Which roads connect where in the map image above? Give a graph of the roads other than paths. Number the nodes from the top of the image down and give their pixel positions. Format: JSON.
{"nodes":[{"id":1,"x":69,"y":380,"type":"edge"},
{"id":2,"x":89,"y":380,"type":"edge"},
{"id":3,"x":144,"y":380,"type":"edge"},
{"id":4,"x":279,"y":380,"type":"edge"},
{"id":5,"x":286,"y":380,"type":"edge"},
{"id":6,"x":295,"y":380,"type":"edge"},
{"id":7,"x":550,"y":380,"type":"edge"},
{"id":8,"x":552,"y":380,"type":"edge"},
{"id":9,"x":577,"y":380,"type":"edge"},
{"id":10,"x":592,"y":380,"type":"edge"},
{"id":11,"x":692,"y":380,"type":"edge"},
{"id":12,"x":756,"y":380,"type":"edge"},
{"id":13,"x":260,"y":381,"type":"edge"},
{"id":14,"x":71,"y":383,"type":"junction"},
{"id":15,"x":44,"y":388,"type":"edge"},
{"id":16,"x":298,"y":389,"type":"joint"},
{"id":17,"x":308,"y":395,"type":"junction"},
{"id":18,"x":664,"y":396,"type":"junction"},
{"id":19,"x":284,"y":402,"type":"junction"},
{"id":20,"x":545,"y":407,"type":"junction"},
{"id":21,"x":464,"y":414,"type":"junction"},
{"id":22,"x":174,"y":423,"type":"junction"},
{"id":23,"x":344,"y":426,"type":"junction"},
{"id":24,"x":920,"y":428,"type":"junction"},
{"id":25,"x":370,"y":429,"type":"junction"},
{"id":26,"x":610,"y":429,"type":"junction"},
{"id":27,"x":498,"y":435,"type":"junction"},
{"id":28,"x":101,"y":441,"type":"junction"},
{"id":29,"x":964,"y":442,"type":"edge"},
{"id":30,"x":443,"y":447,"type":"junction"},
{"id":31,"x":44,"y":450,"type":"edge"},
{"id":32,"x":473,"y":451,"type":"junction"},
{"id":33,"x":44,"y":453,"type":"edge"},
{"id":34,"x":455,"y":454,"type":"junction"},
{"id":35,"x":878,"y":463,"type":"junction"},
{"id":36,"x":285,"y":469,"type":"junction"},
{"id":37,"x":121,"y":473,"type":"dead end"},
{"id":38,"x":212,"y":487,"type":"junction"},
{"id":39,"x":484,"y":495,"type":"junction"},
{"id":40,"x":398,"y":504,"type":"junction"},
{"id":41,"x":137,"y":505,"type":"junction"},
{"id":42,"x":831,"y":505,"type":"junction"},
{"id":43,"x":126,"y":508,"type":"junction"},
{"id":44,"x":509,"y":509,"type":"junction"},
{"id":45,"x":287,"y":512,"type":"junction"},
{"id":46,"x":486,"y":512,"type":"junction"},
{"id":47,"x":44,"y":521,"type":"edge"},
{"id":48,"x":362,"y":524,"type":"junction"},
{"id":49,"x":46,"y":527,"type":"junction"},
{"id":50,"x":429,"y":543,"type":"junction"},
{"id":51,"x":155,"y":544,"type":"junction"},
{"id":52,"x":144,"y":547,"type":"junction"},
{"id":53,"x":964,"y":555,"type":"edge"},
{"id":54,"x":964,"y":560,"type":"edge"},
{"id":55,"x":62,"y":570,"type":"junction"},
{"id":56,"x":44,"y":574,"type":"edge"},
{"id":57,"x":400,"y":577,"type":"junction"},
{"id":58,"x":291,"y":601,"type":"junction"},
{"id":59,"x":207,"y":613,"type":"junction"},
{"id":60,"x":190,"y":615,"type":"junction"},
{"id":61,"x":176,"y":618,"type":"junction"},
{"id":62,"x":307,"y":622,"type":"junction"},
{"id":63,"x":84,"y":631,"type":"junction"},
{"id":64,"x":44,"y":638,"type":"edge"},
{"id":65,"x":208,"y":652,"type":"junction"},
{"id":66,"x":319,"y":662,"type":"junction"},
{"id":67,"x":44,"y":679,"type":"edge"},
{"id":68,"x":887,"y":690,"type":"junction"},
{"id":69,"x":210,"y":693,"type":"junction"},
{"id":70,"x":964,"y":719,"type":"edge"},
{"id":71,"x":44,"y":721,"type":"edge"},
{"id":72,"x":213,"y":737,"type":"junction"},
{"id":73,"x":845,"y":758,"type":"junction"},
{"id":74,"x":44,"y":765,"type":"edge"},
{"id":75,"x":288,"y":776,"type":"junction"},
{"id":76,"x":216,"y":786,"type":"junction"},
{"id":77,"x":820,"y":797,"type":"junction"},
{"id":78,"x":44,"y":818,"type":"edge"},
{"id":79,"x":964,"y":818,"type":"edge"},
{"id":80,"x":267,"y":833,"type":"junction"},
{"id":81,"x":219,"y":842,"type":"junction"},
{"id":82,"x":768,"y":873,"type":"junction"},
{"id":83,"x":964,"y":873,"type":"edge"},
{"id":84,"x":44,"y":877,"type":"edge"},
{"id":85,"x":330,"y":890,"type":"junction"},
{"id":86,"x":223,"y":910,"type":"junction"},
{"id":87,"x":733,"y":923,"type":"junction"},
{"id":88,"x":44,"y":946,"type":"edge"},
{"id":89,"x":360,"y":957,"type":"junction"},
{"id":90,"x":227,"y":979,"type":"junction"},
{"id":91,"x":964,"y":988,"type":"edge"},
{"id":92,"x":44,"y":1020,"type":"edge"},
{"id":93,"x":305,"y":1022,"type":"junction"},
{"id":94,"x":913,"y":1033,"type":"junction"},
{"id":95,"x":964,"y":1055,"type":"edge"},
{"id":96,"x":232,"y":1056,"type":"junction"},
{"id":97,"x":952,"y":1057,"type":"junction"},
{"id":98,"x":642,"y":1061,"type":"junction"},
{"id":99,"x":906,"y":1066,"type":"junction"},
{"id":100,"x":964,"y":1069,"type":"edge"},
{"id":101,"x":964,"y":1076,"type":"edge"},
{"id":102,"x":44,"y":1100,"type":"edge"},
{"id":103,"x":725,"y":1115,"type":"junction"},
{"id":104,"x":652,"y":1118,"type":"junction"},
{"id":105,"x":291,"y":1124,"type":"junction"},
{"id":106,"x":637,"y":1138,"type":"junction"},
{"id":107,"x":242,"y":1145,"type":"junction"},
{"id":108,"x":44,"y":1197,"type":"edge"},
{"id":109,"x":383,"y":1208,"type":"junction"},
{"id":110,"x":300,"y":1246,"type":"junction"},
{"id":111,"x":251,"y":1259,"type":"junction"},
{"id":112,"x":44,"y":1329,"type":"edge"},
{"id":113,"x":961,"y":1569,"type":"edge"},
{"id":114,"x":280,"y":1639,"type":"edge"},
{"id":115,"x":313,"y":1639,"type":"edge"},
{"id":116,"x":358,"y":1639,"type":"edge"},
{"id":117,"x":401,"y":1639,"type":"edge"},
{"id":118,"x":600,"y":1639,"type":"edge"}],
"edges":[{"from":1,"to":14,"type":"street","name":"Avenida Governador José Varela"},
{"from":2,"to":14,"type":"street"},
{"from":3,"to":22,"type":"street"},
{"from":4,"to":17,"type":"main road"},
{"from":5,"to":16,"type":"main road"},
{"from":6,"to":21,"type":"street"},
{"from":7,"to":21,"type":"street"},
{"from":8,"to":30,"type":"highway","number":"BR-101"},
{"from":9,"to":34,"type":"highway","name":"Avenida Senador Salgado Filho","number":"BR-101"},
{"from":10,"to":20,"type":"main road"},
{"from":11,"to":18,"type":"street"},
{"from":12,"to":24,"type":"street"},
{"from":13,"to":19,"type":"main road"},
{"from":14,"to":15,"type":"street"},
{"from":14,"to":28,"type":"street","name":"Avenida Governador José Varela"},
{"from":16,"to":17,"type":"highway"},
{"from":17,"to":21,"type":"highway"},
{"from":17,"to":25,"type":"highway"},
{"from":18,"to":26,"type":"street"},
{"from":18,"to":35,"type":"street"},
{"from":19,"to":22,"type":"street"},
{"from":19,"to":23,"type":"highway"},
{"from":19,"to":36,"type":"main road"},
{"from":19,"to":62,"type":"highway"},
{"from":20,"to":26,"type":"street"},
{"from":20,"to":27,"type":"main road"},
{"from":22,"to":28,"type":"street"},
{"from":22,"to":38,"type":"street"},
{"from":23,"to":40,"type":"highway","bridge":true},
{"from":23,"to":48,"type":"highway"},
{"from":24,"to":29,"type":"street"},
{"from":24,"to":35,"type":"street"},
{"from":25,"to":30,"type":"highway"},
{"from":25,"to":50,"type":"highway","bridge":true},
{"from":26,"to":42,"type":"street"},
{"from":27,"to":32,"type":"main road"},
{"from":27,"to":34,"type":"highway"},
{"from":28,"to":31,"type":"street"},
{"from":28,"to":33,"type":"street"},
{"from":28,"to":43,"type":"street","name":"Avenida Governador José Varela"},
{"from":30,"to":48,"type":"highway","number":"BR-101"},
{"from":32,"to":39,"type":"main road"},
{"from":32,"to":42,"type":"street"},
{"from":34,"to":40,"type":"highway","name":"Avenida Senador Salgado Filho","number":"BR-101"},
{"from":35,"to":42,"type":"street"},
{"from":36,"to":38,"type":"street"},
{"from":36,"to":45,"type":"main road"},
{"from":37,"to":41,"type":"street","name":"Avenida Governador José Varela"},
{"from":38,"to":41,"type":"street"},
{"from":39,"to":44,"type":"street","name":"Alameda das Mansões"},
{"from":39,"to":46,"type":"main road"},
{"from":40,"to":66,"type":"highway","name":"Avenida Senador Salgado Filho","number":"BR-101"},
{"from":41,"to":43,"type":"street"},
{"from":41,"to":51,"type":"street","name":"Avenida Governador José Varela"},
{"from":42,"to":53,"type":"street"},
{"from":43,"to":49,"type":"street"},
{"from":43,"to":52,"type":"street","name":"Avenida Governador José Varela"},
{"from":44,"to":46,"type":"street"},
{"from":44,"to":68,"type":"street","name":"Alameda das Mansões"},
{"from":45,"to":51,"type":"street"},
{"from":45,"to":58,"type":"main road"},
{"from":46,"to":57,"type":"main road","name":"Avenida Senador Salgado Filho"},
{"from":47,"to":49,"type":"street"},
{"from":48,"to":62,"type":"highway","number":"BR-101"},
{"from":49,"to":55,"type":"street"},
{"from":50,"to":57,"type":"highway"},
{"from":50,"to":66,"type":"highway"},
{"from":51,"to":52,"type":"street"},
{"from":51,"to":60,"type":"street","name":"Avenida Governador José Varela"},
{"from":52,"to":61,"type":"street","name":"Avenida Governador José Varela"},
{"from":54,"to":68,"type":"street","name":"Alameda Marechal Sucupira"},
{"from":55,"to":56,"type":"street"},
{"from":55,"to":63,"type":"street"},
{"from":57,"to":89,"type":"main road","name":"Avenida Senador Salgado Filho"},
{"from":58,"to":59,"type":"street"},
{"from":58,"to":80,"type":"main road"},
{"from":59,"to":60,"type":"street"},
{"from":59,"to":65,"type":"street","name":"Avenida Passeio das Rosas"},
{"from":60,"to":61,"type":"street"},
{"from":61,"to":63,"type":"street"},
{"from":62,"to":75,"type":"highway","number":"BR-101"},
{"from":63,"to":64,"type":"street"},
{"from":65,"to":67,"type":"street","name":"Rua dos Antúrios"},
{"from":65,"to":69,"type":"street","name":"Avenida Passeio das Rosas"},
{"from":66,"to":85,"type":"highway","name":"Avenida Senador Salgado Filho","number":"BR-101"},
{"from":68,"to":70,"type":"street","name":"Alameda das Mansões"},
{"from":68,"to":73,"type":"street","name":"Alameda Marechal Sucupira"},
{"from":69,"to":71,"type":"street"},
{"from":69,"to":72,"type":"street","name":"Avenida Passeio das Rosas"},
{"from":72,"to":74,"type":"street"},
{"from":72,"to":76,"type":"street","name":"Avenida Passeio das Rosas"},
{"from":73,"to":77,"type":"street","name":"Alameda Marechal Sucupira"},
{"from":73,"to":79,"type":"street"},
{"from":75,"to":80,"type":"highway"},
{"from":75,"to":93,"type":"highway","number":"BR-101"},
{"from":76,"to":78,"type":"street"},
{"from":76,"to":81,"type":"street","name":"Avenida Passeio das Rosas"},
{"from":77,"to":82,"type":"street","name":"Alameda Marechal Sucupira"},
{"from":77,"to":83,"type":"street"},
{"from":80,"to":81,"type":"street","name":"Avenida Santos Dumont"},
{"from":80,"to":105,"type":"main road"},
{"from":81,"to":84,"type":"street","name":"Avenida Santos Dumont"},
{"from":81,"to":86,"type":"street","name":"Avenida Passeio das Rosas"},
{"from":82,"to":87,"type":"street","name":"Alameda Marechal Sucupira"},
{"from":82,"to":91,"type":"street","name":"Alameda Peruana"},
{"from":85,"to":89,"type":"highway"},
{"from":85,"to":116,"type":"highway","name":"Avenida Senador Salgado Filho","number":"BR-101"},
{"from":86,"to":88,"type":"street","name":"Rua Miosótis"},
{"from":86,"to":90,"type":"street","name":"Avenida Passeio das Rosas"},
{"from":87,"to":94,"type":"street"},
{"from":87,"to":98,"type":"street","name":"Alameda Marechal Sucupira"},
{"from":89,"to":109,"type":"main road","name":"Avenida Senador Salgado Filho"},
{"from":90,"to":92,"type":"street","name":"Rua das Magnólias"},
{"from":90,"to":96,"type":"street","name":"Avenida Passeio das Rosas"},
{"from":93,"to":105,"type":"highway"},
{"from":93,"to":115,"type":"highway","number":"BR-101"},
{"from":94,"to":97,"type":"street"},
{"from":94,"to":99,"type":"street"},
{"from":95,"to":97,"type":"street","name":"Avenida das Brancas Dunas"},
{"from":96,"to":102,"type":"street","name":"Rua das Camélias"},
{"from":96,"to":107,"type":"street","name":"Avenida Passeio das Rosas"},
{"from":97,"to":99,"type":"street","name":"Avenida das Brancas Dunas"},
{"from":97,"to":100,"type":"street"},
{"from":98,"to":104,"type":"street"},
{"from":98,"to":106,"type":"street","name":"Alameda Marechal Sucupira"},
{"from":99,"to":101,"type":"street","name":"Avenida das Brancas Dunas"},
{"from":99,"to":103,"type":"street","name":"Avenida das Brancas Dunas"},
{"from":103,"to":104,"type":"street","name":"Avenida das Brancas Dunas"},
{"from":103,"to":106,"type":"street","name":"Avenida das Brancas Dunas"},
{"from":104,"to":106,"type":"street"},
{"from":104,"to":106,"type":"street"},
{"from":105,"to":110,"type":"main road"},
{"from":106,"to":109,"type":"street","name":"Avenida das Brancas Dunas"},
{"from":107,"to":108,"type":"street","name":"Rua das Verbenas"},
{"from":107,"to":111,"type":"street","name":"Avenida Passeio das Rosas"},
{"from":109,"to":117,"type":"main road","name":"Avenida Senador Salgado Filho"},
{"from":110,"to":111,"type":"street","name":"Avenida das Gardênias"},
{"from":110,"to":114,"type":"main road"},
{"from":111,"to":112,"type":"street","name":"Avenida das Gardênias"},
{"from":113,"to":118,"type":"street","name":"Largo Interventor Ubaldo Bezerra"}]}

__________

> WHAT YOU SHOULD DO: For every line of the data above that contains "true", copy that line.

> SOLVED EXERCISE:
{"from":23,"to":40,"type":"highway","bridge":true},
{"from":25,"to":50,"type":"highway","bridge":true},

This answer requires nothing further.